(Dataset entries)
= = =

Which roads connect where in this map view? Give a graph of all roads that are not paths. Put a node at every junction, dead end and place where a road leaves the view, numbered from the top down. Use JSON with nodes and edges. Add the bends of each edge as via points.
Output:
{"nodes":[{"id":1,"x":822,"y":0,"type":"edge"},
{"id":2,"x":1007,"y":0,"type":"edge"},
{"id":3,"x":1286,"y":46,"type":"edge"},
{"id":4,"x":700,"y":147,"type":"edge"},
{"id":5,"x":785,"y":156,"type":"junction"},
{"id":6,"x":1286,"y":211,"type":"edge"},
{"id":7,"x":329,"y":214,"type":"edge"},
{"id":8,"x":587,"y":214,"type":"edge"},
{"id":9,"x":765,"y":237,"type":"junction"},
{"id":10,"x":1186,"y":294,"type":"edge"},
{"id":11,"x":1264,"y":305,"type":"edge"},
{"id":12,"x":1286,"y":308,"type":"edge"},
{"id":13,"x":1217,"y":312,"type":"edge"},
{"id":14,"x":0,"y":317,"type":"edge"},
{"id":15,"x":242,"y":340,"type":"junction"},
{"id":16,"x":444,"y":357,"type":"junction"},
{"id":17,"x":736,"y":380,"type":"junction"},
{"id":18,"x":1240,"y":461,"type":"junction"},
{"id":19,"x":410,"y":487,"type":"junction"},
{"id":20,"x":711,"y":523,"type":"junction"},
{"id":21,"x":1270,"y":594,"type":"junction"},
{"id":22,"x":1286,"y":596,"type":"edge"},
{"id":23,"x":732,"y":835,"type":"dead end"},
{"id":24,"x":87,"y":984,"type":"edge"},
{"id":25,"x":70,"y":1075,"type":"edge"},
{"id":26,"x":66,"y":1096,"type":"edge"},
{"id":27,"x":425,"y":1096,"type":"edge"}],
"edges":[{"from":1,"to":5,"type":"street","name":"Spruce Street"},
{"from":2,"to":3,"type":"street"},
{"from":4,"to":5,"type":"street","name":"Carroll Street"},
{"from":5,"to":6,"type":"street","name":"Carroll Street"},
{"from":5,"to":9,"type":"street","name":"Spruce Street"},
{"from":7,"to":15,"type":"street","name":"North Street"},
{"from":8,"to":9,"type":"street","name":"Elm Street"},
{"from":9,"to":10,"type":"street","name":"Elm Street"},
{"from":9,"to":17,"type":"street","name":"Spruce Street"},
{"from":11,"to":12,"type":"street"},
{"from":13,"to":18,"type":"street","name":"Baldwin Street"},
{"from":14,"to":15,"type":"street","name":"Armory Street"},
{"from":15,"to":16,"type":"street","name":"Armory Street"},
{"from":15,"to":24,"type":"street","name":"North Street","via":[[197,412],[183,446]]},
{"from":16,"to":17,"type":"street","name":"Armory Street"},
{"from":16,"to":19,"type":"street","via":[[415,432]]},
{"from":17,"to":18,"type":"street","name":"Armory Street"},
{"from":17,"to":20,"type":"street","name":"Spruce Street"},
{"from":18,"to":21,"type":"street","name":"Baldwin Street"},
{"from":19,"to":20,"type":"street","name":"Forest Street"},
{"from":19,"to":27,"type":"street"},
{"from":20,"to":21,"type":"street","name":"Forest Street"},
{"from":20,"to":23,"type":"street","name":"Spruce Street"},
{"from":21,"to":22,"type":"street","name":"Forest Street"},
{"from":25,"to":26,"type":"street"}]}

= = =

Aim of the exercise:
Set the data down once more, exactly as it stands.

Answer section:
Which roads connect where in this map view? Give a graph of all roads that are not paths. Put a node at every junction, dead end and place where a road leaves the view, numbered from the top down. Use JSON with nodes and edges. Add the bends of each edge as via points.
Output:
{"nodes":[{"id":1,"x":822,"y":0,"type":"edge"},
{"id":2,"x":1007,"y":0,"type":"edge"},
{"id":3,"x":1286,"y":46,"type":"edge"},
{"id":4,"x":700,"y":147,"type":"edge"},
{"id":5,"x":785,"y":156,"type":"junction"},
{"id":6,"x":1286,"y":211,"type":"edge"},
{"id":7,"x":329,"y":214,"type":"edge"},
{"id":8,"x":587,"y":214,"type":"edge"},
{"id":9,"x":765,"y":237,"type":"junction"},
{"id":10,"x":1186,"y":294,"type":"edge"},
{"id":11,"x":1264,"y":305,"type":"edge"},
{"id":12,"x":1286,"y":308,"type":"edge"},
{"id":13,"x":1217,"y":312,"type":"edge"},
{"id":14,"x":0,"y":317,"type":"edge"},
{"id":15,"x":242,"y":340,"type":"junction"},
{"id":16,"x":444,"y":357,"type":"junction"},
{"id":17,"x":736,"y":380,"type":"junction"},
{"id":18,"x":1240,"y":461,"type":"junction"},
{"id":19,"x":410,"y":487,"type":"junction"},
{"id":20,"x":711,"y":523,"type":"junction"},
{"id":21,"x":1270,"y":594,"type":"junction"},
{"id":22,"x":1286,"y":596,"type":"edge"},
{"id":23,"x":732,"y":835,"type":"dead end"},
{"id":24,"x":87,"y":984,"type":"edge"},
{"id":25,"x":70,"y":1075,"type":"edge"},
{"id":26,"x":66,"y":1096,"type":"edge"},
{"id":27,"x":425,"y":1096,"type":"edge"}],
"edges":[{"from":1,"to":5,"type":"street","name":"Spruce Street"},
{"from":2,"to":3,"type":"street"},
{"from":4,"to":5,"type":"street","name":"Carroll Street"},
{"from":5,"to":6,"type":"street","name":"Carroll Street"},
{"from":5,"to":9,"type":"street","name":"Spruce Street"},
{"from":7,"to":15,"type":"street","name":"North Street"},
{"from":8,"to":9,"type":"street","name":"Elm Street"},
{"from":9,"to":10,"type":"street","name":"Elm Street"},
{"from":9,"to":17,"type":"street","name":"Spruce Street"},
{"from":11,"to":12,"type":"street"},
{"from":13,"to":18,"type":"street","name":"Baldwin Street"},
{"from":14,"to":15,"type":"street","name":"Armory Street"},
{"from":15,"to":16,"type":"street","name":"Armory Street"},
{"from":15,"to":24,"type":"street","name":"North Street","via":[[197,412],[183,446]]},
{"from":16,"to":17,"type":"street","name":"Armory Street"},
{"from":16,"to":19,"type":"street","via":[[415,432]]},
{"from":17,"to":18,"type":"street","name":"Armory Street"},
{"from":17,"to":20,"type":"street","name":"Spruce Street"},
{"from":18,"to":21,"type":"street","name":"Baldwin Street"},
{"from":19,"to":20,"type":"street","name":"Forest Street"},
{"from":19,"to":27,"type":"street"},
{"from":20,"to":21,"type":"street","name":"Forest Street"},
{"from":20,"to":23,"type":"street","name":"Spruce Street"},
{"from":21,"to":22,"type":"street","name":"Forest Street"},
{"from":25,"to":26,"type":"street"}]}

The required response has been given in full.